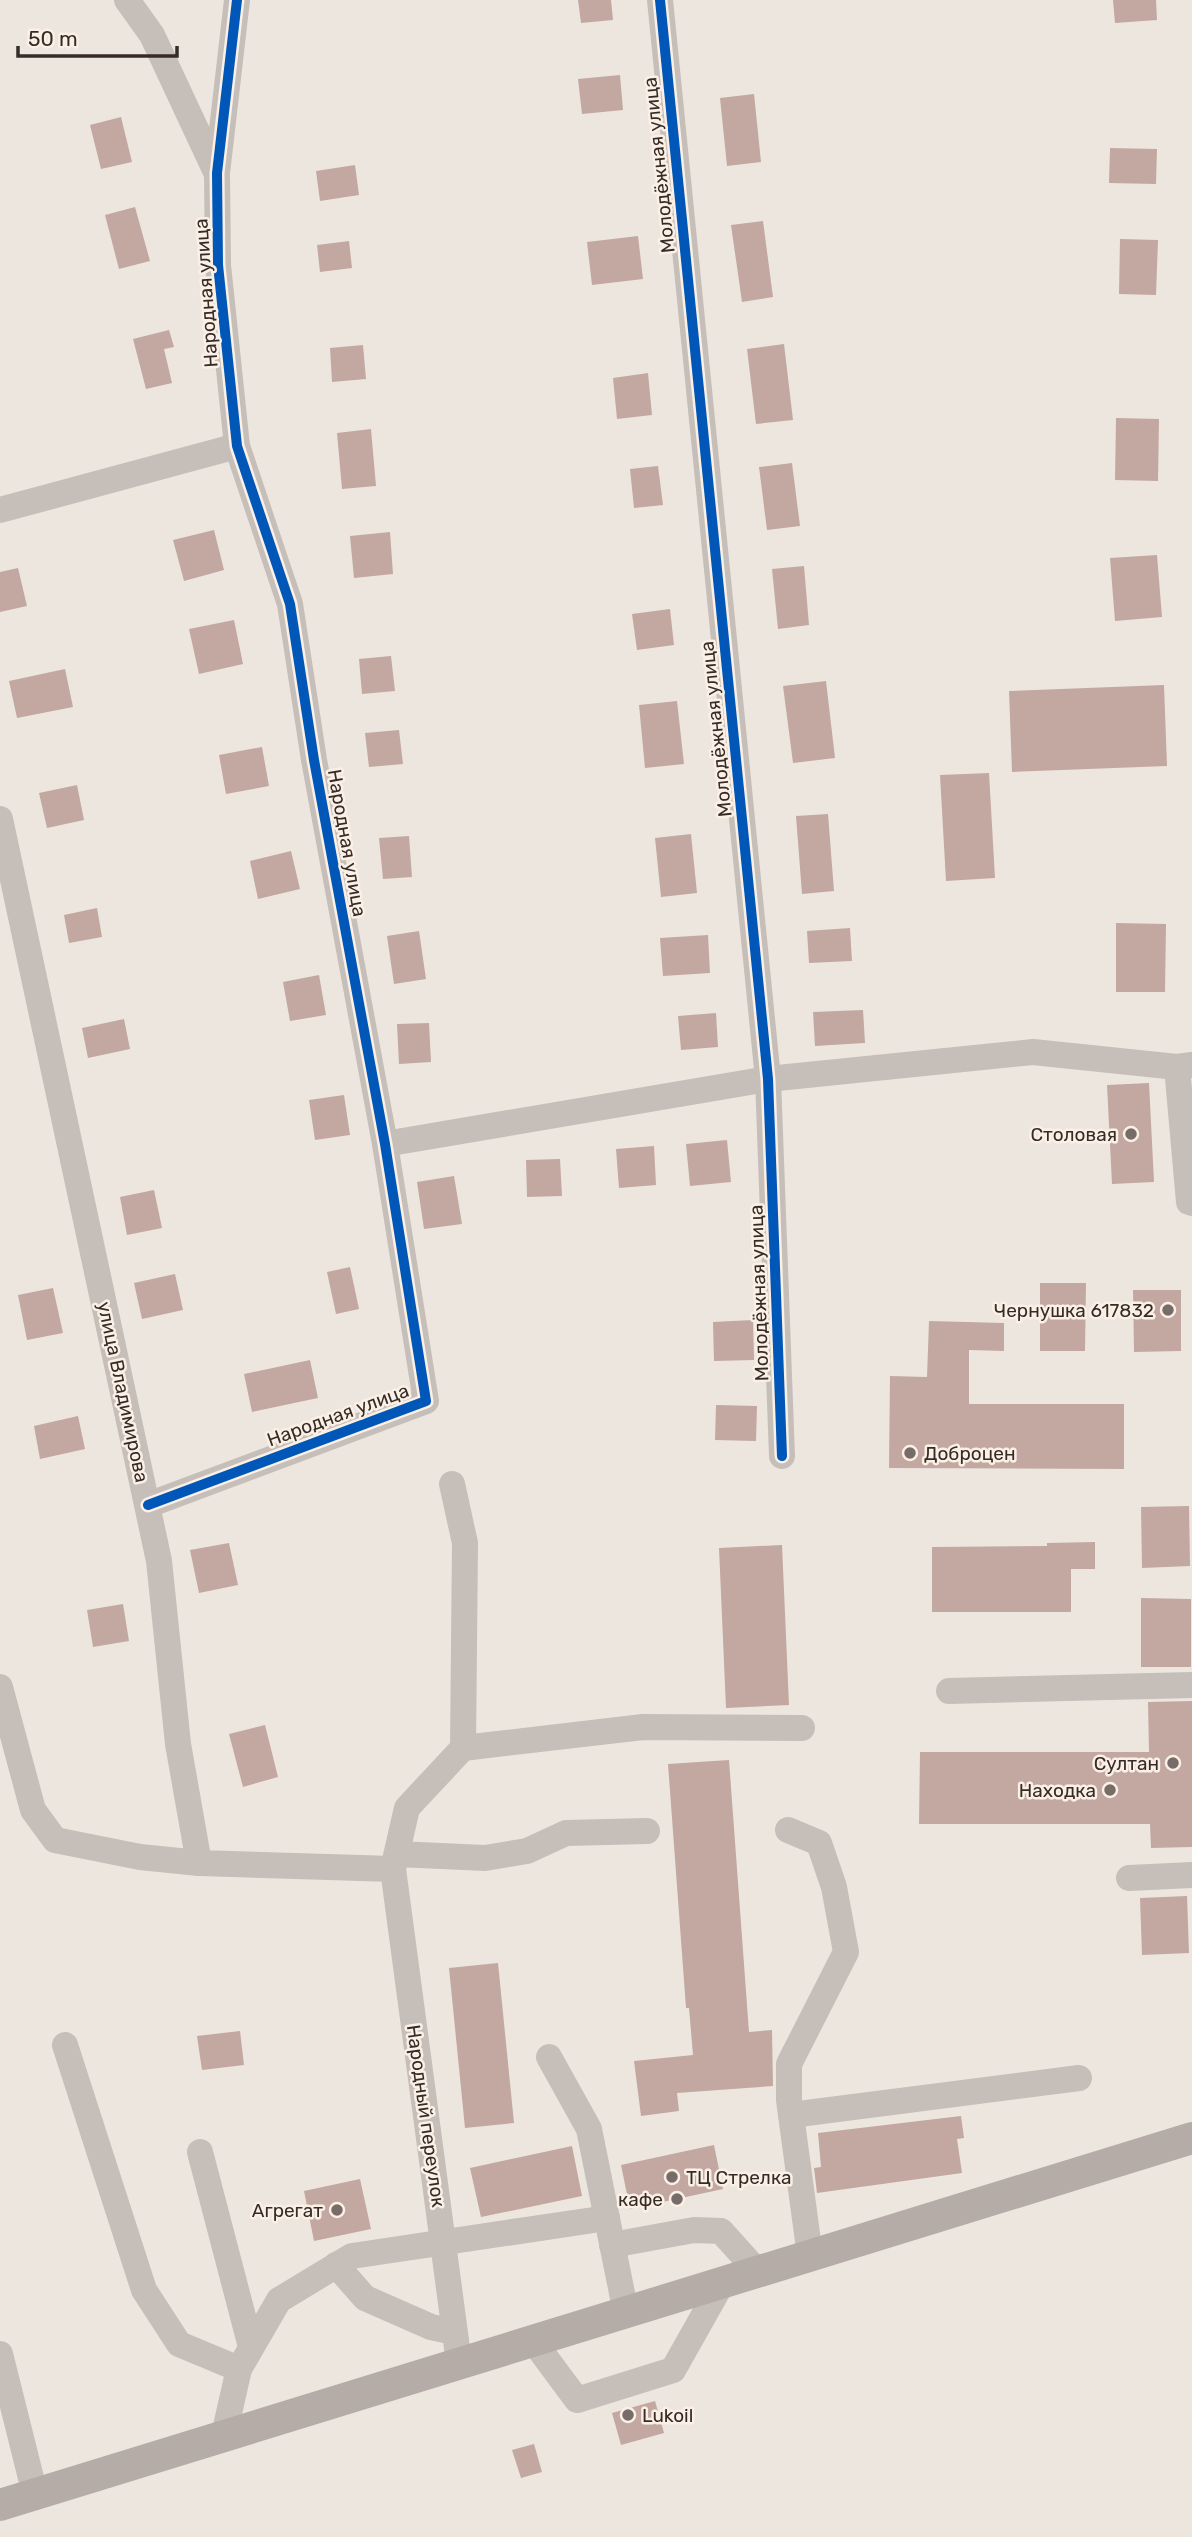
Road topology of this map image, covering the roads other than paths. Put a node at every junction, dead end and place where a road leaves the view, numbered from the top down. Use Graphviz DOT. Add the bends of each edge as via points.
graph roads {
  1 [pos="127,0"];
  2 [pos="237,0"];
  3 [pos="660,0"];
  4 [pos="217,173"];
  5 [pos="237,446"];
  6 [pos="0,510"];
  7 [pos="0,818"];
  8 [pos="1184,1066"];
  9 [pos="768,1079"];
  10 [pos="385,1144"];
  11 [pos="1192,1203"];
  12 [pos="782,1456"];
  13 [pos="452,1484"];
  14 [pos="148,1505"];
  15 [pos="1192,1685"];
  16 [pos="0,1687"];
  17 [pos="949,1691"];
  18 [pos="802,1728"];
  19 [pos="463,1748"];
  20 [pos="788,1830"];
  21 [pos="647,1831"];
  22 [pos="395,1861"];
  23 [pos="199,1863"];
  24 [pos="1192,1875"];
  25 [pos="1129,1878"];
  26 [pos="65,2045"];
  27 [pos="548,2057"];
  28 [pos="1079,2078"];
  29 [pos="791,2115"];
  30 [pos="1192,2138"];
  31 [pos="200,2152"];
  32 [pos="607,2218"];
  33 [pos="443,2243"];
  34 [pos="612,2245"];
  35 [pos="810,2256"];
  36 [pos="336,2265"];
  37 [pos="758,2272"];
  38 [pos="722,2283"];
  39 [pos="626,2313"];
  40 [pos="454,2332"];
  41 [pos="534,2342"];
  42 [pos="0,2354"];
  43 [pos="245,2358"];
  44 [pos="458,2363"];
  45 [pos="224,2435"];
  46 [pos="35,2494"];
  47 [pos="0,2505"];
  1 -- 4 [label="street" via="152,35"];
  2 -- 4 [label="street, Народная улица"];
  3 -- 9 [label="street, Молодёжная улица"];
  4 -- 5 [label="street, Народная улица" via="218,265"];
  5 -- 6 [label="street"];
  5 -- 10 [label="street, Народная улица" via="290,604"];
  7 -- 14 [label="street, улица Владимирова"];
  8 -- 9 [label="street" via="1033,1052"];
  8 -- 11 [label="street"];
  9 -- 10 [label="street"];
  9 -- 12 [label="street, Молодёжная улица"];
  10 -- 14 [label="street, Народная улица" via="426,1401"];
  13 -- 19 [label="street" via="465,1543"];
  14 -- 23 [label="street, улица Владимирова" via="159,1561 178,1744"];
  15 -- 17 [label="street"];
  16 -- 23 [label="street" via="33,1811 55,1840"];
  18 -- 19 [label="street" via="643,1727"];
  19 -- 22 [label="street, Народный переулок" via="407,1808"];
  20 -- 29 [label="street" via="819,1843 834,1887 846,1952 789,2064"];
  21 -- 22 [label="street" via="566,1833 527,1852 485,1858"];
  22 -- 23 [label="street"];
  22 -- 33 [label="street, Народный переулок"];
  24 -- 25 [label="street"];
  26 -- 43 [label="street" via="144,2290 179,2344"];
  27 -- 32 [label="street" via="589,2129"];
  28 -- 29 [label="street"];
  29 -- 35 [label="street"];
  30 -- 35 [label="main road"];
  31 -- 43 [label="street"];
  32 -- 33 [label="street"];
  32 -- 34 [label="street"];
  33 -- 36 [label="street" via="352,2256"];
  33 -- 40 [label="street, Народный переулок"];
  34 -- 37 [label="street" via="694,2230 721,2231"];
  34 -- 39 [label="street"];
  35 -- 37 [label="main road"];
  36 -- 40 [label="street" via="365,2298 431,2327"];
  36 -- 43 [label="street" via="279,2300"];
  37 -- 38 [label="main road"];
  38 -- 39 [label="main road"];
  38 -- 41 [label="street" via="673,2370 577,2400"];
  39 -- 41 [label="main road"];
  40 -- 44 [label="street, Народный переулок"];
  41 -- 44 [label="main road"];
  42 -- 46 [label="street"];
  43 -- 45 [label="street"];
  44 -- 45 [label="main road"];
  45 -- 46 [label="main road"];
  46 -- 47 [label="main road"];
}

##########

● **EXERCISE AIM**
Through to the final line, copy the material above exactly and skip the images.

● **YOUR RESPONSE**
Road topology of this map image, covering the roads other than paths. Put a node at every junction, dead end and place where a road leaves the view, numbered from the top down. Use Graphviz DOT. Add the bends of each edge as via points.
graph roads {
  1 [pos="127,0"];
  2 [pos="237,0"];
  3 [pos="660,0"];
  4 [pos="217,173"];
  5 [pos="237,446"];
  6 [pos="0,510"];
  7 [pos="0,818"];
  8 [pos="1184,1066"];
  9 [pos="768,1079"];
  10 [pos="385,1144"];
  11 [pos="1192,1203"];
  12 [pos="782,1456"];
  13 [pos="452,1484"];
  14 [pos="148,1505"];
  15 [pos="1192,1685"];
  16 [pos="0,1687"];
  17 [pos="949,1691"];
  18 [pos="802,1728"];
  19 [pos="463,1748"];
  20 [pos="788,1830"];
  21 [pos="647,1831"];
  22 [pos="395,1861"];
  23 [pos="199,1863"];
  24 [pos="1192,1875"];
  25 [pos="1129,1878"];
  26 [pos="65,2045"];
  27 [pos="548,2057"];
  28 [pos="1079,2078"];
  29 [pos="791,2115"];
  30 [pos="1192,2138"];
  31 [pos="200,2152"];
  32 [pos="607,2218"];
  33 [pos="443,2243"];
  34 [pos="612,2245"];
  35 [pos="810,2256"];
  36 [pos="336,2265"];
  37 [pos="758,2272"];
  38 [pos="722,2283"];
  39 [pos="626,2313"];
  40 [pos="454,2332"];
  41 [pos="534,2342"];
  42 [pos="0,2354"];
  43 [pos="245,2358"];
  44 [pos="458,2363"];
  45 [pos="224,2435"];
  46 [pos="35,2494"];
  47 [pos="0,2505"];
  1 -- 4 [label="street" via="152,35"];
  2 -- 4 [label="street, Народная улица"];
  3 -- 9 [label="street, Молодёжная улица"];
  4 -- 5 [label="street, Народная улица" via="218,265"];
  5 -- 6 [label="street"];
  5 -- 10 [label="street, Народная улица" via="290,604"];
  7 -- 14 [label="street, улица Владимирова"];
  8 -- 9 [label="street" via="1033,1052"];
  8 -- 11 [label="street"];
  9 -- 10 [label="street"];
  9 -- 12 [label="street, Молодёжная улица"];
  10 -- 14 [label="street, Народная улица" via="426,1401"];
  13 -- 19 [label="street" via="465,1543"];
  14 -- 23 [label="street, улица Владимирова" via="159,1561 178,1744"];
  15 -- 17 [label="street"];
  16 -- 23 [label="street" via="33,1811 55,1840"];
  18 -- 19 [label="street" via="643,1727"];
  19 -- 22 [label="street, Народный переулок" via="407,1808"];
  20 -- 29 [label="street" via="819,1843 834,1887 846,1952 789,2064"];
  21 -- 22 [label="street" via="566,1833 527,1852 485,1858"];
  22 -- 23 [label="street"];
  22 -- 33 [label="street, Народный переулок"];
  24 -- 25 [label="street"];
  26 -- 43 [label="street" via="144,2290 179,2344"];
  27 -- 32 [label="street" via="589,2129"];
  28 -- 29 [label="street"];
  29 -- 35 [label="street"];
  30 -- 35 [label="main road"];
  31 -- 43 [label="street"];
  32 -- 33 [label="street"];
  32 -- 34 [label="street"];
  33 -- 36 [label="street" via="352,2256"];
  33 -- 40 [label="street, Народный переулок"];
  34 -- 37 [label="street" via="694,2230 721,2231"];
  34 -- 39 [label="street"];
  35 -- 37 [label="main road"];
  36 -- 40 [label="street" via="365,2298 431,2327"];
  36 -- 43 [label="street" via="279,2300"];
  37 -- 38 [label="main road"];
  38 -- 39 [label="main road"];
  38 -- 41 [label="street" via="673,2370 577,2400"];
  39 -- 41 [label="main road"];
  40 -- 44 [label="street, Народный переулок"];
  41 -- 44 [label="main road"];
  42 -- 46 [label="street"];
  43 -- 45 [label="street"];
  44 -- 45 [label="main road"];
  45 -- 46 [label="main road"];
  46 -- 47 [label="main road"];
}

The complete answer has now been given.